Pennsylvania park officials have told out-of-state travelers who wish to visit a state park to bring a negative COVID test or face the consequences this holiday season.
The requirement was announced last week by Pennsylvania Department of Conservation and Natural Resources Secretary Cindy Adams Dunn.
Dunn said the negative COVID test requirement for out-of-state visitors is intended to prevent the spread of COVID-19 across the commonwealth.
Pennsylvania’s state parks and forests receive 20 percent to 25 percent of their overnight revenue from out-of-state travelers, according to a DCNR spokesperson.
Out-of-state visitors who do not comply with the new requirement will be subjected to a fine ranging from $25 to $300, according to the department.

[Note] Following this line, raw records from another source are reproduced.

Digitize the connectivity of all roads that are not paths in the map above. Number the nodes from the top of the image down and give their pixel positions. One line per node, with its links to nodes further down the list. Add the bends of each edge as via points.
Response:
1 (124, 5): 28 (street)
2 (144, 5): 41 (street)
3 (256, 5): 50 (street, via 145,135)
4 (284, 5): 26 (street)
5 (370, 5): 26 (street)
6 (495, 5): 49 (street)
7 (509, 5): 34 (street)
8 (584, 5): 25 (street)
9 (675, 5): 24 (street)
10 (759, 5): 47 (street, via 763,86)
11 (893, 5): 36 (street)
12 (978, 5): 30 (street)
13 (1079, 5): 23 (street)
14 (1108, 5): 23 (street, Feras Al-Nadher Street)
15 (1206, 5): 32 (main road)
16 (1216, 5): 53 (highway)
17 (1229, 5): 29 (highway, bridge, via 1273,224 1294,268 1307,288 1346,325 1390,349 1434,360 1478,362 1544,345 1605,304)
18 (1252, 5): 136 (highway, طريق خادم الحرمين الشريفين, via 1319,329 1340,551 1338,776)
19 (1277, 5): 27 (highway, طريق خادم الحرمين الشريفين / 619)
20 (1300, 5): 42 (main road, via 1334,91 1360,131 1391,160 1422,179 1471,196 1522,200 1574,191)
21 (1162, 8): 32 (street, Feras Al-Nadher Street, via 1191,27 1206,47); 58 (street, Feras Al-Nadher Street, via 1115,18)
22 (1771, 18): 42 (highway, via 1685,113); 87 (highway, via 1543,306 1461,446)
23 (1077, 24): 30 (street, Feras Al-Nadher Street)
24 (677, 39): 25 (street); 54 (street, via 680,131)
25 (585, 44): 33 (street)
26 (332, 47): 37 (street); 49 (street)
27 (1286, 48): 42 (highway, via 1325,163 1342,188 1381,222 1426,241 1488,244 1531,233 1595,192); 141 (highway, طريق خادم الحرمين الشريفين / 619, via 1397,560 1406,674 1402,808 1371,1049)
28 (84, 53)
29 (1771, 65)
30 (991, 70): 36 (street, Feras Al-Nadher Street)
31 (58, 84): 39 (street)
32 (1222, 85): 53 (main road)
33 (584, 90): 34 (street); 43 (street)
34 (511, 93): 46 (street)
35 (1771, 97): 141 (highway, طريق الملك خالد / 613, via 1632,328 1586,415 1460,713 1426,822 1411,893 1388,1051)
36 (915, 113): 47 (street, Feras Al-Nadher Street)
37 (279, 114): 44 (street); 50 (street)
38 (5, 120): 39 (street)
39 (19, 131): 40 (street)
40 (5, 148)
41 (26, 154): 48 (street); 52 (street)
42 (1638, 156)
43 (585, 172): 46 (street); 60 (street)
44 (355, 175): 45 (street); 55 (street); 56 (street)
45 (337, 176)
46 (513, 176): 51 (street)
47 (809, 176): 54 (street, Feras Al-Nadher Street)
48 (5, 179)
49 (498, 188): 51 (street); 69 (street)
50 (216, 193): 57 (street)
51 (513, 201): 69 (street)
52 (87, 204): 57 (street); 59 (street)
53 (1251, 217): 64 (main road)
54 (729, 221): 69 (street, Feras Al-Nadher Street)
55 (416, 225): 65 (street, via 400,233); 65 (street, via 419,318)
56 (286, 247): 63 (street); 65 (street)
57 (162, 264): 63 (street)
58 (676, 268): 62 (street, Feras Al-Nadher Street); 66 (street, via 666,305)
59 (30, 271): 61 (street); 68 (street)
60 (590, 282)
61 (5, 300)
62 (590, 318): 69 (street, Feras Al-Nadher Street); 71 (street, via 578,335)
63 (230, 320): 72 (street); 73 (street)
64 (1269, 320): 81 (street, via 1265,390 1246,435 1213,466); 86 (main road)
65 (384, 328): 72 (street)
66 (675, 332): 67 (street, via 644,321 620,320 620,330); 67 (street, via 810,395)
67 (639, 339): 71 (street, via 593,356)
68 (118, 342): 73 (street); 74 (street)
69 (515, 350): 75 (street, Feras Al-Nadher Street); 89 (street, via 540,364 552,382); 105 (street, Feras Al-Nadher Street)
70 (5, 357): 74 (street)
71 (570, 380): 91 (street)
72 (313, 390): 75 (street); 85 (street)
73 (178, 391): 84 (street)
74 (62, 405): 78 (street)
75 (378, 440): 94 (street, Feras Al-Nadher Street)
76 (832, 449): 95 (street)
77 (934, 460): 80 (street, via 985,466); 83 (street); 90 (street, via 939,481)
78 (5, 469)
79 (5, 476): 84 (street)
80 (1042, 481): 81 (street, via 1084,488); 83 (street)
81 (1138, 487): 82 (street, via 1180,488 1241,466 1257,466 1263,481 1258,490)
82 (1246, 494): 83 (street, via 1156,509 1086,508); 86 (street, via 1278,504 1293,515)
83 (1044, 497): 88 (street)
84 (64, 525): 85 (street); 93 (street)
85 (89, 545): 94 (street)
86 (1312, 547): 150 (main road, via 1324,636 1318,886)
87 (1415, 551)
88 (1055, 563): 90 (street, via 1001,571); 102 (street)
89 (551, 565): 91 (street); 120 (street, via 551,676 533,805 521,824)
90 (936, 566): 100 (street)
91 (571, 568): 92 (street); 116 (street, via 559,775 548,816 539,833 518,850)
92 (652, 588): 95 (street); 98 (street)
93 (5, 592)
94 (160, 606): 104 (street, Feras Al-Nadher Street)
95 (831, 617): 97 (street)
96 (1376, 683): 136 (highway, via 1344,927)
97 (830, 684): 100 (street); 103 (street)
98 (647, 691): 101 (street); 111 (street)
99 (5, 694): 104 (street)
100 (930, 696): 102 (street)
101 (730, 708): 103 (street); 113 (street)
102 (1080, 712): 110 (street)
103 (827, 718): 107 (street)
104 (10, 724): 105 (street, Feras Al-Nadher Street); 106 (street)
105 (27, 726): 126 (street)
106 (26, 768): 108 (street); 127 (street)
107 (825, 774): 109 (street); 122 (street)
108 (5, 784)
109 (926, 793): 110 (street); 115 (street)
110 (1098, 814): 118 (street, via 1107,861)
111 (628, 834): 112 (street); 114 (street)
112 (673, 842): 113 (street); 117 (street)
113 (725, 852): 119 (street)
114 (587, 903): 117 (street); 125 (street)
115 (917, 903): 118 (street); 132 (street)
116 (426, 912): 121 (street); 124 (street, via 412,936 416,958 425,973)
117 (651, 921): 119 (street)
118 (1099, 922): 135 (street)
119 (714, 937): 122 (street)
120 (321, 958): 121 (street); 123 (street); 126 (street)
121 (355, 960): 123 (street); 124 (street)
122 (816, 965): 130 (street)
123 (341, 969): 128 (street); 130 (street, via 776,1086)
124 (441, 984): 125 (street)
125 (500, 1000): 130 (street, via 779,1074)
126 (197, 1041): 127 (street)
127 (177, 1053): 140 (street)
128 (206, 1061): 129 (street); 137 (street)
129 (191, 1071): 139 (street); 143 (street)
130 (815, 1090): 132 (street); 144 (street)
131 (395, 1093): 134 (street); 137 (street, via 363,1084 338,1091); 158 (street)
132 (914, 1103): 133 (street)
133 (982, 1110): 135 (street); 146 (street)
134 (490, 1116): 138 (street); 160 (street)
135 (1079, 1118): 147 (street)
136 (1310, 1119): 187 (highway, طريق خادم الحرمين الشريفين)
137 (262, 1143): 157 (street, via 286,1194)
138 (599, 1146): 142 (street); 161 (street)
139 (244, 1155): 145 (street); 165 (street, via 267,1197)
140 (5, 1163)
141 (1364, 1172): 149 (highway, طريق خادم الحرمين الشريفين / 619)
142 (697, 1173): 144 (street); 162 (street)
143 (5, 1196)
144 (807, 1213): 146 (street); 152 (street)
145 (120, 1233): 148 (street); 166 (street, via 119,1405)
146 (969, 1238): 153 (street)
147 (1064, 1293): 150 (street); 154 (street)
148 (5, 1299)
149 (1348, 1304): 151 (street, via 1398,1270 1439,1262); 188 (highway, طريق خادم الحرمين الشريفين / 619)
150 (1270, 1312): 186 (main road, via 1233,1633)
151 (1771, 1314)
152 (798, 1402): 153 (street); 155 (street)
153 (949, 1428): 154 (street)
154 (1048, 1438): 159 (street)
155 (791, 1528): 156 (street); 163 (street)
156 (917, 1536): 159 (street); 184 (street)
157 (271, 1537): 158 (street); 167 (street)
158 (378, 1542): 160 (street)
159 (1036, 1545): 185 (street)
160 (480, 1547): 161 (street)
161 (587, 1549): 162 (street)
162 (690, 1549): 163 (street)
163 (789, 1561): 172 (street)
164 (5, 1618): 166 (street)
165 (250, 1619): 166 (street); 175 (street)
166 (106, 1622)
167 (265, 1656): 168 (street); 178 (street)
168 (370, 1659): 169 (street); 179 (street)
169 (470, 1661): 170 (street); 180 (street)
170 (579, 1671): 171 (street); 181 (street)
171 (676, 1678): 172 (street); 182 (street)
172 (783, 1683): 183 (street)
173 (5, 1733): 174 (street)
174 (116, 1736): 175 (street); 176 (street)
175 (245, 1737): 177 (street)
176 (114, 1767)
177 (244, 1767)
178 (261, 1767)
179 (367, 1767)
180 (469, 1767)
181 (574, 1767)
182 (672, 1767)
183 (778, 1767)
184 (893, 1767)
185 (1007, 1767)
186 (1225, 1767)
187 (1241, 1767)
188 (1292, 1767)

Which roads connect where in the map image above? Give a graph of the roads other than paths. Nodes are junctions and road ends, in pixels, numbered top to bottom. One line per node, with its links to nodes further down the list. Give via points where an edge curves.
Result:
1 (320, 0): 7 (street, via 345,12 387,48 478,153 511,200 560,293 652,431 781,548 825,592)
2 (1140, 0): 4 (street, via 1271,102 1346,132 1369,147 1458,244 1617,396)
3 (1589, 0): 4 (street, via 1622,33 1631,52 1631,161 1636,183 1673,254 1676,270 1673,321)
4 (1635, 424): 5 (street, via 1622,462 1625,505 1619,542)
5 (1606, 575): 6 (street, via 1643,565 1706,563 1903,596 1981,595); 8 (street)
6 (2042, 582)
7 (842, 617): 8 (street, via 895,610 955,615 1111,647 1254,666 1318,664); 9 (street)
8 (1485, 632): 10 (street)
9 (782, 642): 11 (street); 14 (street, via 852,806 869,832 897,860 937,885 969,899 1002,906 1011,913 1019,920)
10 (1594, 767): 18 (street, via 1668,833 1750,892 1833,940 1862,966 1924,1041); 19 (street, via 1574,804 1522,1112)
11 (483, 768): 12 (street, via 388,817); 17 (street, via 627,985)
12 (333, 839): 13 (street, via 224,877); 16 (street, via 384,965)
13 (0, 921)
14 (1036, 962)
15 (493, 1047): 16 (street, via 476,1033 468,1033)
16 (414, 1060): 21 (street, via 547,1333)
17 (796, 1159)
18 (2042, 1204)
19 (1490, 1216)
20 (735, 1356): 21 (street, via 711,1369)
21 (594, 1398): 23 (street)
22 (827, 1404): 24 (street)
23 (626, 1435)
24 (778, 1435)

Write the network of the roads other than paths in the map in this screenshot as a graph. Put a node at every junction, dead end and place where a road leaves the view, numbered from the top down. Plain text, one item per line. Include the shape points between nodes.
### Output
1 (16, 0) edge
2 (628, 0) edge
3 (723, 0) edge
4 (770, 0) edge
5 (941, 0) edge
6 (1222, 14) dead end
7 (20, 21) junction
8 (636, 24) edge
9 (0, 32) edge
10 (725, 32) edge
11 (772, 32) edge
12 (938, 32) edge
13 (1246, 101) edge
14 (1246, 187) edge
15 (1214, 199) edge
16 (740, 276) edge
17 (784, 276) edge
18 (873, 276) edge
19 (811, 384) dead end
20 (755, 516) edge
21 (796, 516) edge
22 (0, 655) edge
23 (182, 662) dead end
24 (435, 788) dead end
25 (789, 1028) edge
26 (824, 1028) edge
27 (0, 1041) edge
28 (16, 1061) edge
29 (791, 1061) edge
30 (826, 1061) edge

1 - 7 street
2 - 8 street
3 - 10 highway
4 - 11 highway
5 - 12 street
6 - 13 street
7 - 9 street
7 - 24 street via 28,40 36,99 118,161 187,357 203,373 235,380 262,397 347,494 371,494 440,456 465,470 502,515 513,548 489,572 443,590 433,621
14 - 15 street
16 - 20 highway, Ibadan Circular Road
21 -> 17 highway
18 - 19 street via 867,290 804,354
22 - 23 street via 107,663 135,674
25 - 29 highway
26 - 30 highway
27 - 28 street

Out-of-state visitors planning to stay overnight will be required to cancel their reservations “if they are unable to honor mitigation efforts related to testing and quarantining if they travel from out of state,” the department said in a statement.
Additionally, the department noted that camping and lodging facilities in Pennsylvania’s state parks cannot be used by out-of-state visitors who need to quarantine for 14 days.
The new requirements will be in effect until at least January 15, 2021, according to DCNR.
Visitor center exhibit halls and interpretive areas will be closed, the department confirmed, and all indoor programs will be canceled. Restroom facilities will still be open.
Additionally, DCNR requires mask be worn:
- In park and forest offices;
- In any other indoor public space including restrooms;
- During both indoor and outdoor special events and gatherings; and
- Outdoors when visitors are unable to adequately social distance.